Cooper doesn't pull and responds well to a leash with just his collar. 

I put them both on a Double Dog leash coupler when I walk them together. It's easier on me and they have settled into a routine very well. Max's eagerness helps Cooper with his tendency to hold back.


----------



## PepperToast (Oct 27, 2008)

Both,

I love the vest style harness from Puppia but... have my ID tags on a collar so they wear both. I will remove the harness when we arrive at our destination but want their ID on them in case...

Meeka


----------



## Jill in Mich (Feb 24, 2008)

Tess wears a harness that hooks in the back. Since Cody is a puller he wears an Easy Walker harness that hooks in the front. Janan is right - is really helps. Both also wear a collar with their tags.


----------



## Racheval3 (Mar 13, 2009)

I'm really interested in the Easy Walker Harness. I just did a search for it on Amazon and amongst all of the 5 star reviews, I found this one:

"2 of 2 people found the following review helpful: 
Dangerous and restrictive, January 23, 2009 
By Veterinary Student

This harness prevents the dog from walking normally and will cause a shortened stride, potentially leading to joint problems and definitely leading to abnormal musculature and muscle damage. It is analogous to a human only being allowed to take very short strides--it will cause a shortened gait and decreased range of motion. There is also a buckle directly over the biceps tendon which could injure the dog by rupturing this critical tendon if he suddenly pulls against it. "
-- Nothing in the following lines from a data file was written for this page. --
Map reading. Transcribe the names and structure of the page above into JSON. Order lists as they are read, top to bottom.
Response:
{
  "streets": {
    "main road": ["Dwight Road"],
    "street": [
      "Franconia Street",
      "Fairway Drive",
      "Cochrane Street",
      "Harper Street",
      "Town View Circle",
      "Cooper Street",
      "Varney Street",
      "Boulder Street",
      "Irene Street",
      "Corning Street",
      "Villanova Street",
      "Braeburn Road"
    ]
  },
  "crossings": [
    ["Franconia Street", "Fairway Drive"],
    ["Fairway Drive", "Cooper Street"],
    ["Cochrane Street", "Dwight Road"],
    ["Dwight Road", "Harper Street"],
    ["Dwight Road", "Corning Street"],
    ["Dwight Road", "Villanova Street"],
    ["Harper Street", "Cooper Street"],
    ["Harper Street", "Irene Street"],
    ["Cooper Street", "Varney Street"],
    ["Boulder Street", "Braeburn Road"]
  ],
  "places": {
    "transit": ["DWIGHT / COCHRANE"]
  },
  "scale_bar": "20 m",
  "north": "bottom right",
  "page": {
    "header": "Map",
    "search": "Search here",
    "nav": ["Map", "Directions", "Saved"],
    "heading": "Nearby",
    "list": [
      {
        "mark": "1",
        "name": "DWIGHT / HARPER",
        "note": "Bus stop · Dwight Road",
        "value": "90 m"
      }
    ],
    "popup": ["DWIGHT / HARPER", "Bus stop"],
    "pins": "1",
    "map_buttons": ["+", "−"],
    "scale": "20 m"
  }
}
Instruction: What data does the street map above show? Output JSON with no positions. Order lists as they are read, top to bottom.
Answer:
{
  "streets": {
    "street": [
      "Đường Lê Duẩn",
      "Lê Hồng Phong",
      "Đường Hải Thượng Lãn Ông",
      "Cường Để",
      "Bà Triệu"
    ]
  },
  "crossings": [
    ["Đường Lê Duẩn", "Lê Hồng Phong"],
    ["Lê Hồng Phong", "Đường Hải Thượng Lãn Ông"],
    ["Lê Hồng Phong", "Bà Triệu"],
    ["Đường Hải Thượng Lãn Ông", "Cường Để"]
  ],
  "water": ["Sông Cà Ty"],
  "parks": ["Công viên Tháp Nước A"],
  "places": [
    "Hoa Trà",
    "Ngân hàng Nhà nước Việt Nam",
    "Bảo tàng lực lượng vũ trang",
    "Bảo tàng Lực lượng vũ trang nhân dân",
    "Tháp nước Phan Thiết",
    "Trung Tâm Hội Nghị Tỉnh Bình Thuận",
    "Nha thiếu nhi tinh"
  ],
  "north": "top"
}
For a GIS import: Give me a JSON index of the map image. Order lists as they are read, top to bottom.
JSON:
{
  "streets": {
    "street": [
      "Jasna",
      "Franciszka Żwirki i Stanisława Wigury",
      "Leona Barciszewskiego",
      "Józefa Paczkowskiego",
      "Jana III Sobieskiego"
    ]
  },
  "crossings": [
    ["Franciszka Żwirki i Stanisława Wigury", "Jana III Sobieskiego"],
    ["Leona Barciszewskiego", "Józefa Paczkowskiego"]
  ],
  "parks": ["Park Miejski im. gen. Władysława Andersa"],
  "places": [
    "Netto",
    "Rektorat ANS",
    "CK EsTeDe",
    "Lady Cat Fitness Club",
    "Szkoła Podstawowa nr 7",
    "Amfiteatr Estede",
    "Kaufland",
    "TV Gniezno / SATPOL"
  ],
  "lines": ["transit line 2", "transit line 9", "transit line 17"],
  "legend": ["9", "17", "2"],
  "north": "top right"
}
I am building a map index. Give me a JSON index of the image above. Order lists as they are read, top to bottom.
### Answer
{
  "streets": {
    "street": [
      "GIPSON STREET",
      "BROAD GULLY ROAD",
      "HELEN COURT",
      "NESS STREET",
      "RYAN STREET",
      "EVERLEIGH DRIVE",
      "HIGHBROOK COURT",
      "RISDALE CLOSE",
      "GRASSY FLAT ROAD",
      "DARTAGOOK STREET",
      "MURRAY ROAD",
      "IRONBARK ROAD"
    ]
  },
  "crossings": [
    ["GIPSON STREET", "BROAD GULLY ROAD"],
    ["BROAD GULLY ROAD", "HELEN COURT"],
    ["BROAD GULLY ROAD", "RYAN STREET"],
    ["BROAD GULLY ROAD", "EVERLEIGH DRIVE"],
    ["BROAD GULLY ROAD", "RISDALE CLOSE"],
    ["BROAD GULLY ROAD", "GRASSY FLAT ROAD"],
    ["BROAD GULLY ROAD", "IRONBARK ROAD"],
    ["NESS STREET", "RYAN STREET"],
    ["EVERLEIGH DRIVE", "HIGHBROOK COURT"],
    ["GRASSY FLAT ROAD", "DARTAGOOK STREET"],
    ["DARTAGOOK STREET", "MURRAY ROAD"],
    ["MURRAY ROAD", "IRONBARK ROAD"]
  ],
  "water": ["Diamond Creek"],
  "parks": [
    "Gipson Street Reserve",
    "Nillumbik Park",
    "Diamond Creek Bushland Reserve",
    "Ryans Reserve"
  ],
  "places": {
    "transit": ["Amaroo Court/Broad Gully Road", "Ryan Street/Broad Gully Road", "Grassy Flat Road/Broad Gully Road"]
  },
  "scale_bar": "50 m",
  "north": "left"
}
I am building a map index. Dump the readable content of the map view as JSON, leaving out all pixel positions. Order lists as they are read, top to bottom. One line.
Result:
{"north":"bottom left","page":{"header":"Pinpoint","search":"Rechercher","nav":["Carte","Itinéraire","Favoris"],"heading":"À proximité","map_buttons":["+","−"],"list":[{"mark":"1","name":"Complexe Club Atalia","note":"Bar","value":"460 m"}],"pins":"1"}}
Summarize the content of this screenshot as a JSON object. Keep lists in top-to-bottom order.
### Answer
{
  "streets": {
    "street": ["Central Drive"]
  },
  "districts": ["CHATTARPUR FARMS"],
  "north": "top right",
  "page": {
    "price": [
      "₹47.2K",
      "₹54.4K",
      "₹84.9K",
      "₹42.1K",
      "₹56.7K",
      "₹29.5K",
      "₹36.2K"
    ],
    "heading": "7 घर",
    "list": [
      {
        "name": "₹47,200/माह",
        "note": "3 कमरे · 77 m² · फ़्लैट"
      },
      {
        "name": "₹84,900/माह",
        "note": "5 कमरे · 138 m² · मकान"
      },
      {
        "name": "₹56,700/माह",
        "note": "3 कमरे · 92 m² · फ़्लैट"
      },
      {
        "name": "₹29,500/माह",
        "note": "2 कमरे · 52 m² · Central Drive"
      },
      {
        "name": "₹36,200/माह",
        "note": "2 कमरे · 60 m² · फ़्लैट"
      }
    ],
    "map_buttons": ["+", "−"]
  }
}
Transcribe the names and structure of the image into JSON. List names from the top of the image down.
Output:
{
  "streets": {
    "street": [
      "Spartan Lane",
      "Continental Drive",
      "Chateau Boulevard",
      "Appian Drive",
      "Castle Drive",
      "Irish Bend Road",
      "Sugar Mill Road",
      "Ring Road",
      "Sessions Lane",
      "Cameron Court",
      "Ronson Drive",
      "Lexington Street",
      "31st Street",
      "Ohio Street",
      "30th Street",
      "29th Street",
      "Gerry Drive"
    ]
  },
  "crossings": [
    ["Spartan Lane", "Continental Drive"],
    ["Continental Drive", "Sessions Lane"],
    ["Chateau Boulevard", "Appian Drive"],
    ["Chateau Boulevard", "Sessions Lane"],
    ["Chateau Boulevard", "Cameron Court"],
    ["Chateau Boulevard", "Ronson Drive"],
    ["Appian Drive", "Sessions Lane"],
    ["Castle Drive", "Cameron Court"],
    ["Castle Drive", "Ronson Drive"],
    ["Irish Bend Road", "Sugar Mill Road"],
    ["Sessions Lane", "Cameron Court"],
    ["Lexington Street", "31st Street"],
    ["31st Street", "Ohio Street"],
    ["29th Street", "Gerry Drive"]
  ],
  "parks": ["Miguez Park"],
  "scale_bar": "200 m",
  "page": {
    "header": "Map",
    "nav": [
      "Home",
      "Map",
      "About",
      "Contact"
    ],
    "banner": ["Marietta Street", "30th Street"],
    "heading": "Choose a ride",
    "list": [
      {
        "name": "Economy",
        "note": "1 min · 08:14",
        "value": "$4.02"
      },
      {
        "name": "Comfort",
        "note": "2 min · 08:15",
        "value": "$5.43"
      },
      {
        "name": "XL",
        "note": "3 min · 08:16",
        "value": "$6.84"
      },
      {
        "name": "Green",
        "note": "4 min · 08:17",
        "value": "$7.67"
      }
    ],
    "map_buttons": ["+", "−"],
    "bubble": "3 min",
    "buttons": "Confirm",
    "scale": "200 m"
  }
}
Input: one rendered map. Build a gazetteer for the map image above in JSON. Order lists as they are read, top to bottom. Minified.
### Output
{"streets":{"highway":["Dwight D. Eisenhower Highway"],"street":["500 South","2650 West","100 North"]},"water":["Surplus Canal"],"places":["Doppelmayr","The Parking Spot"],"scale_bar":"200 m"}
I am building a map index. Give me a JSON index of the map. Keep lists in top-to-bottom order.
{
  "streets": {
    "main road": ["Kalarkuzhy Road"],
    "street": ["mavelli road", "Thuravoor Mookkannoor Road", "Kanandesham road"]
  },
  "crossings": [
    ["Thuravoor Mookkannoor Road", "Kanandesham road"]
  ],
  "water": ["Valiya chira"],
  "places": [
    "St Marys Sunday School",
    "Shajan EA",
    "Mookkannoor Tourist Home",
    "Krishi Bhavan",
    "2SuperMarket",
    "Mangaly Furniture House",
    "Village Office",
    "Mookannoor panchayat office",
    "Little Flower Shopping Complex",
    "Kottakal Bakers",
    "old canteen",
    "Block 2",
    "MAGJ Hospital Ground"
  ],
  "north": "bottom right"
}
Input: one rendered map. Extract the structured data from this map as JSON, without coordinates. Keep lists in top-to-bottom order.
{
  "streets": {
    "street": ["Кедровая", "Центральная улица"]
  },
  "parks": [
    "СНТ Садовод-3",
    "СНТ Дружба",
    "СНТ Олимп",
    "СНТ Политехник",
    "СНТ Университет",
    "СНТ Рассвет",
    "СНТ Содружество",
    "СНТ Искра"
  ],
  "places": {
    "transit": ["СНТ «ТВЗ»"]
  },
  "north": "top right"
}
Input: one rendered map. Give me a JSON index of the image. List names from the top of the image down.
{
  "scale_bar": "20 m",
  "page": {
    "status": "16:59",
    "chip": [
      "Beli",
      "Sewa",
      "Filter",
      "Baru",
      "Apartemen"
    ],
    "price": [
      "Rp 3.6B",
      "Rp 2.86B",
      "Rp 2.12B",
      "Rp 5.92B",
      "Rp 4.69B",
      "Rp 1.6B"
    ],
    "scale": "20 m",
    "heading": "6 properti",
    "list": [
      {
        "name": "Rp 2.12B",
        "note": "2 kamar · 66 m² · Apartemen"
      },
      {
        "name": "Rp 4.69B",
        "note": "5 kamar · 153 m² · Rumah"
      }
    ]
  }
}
http://www.amazon.com/Premier-Gentle-Leader-Black-Harness/product-reviews/B000BHRFAU/ref=cm_cr_dp_all_recent?ie=UTF8&coliid=&showViewpoints=1&colid=&sortBy=bySubmissionDateDescending

I'm totally open to trying it out, but for those of you who have this harness, do you believe it restricts your dog in any way? I also see that the leash connects at the front of the chest, kind of wierd - right? I feel like Moose always gets his leash caught under his legs when his collar twists forward. I also saw that some people said it doesn't work for dogs with short legs. Moose is about 11 inches from foot to bottom of neck and about 16 inches from chest to butt. He's his own sort of hot dog dog. Would he be too short?


----------



## Jill in Mich (Feb 24, 2008)

I'm not sure how it can restrict their stride. There's a strap across the chest (where the leash hooks) and then a strap under the chest (behind the front legs). When he starts pulling, the front lead turns him towards me - about the same as my turning in the opposite direction and making him follow. We've been using it about a month and he does try to pull if he's excited (beginning of his walk or he knows there's a dog at a house up ahead). I do see him trying to lean to the opposit side now - since he realized what happens when he pulls so I'm trying to correct that (stopping and moving the leash to the other side). Even if he does try pulling, it's not nearly to the degree it is with a regular harness. The one problem I am having is matting on the sides.


----------



## ama0722 (Nov 28, 2006)

I use both depending on the situation but with dogs in coat, I like collars the best. Belle when teamed up with Dash- go for the harness. Belle is super competitive on being ahead and Dash feeds into it too. They do great on the dual lead together. Dora can always be in a collar cause she is my perfect little walker. If she has to be hooked to Belle, I put her in her harness. Dash alone collar as well. Harnesses tend to cause more matting than collars even the soft harnesses.


----------



## Lina (Apr 26, 2007)

It depends on the walk. For really long walks through the park we do a harness with flexi leash but for walks through the city I use a collar and leash (6'). For Hitchcock, who is still learning to walk on a leash, I always use a harness as I don't want the collar to hurt him when he pulls. I also use a short 4' leash to have better control of him.


----------



## Sandi Kerger (Mar 18, 2009)

*Puppia Harness*

I would like to order a Puppia Harness, as we don't have them where I live. What size do I get, I was thinking small, but it says weight 7-8 pounds, and my Havanese already weighs 9 lbs?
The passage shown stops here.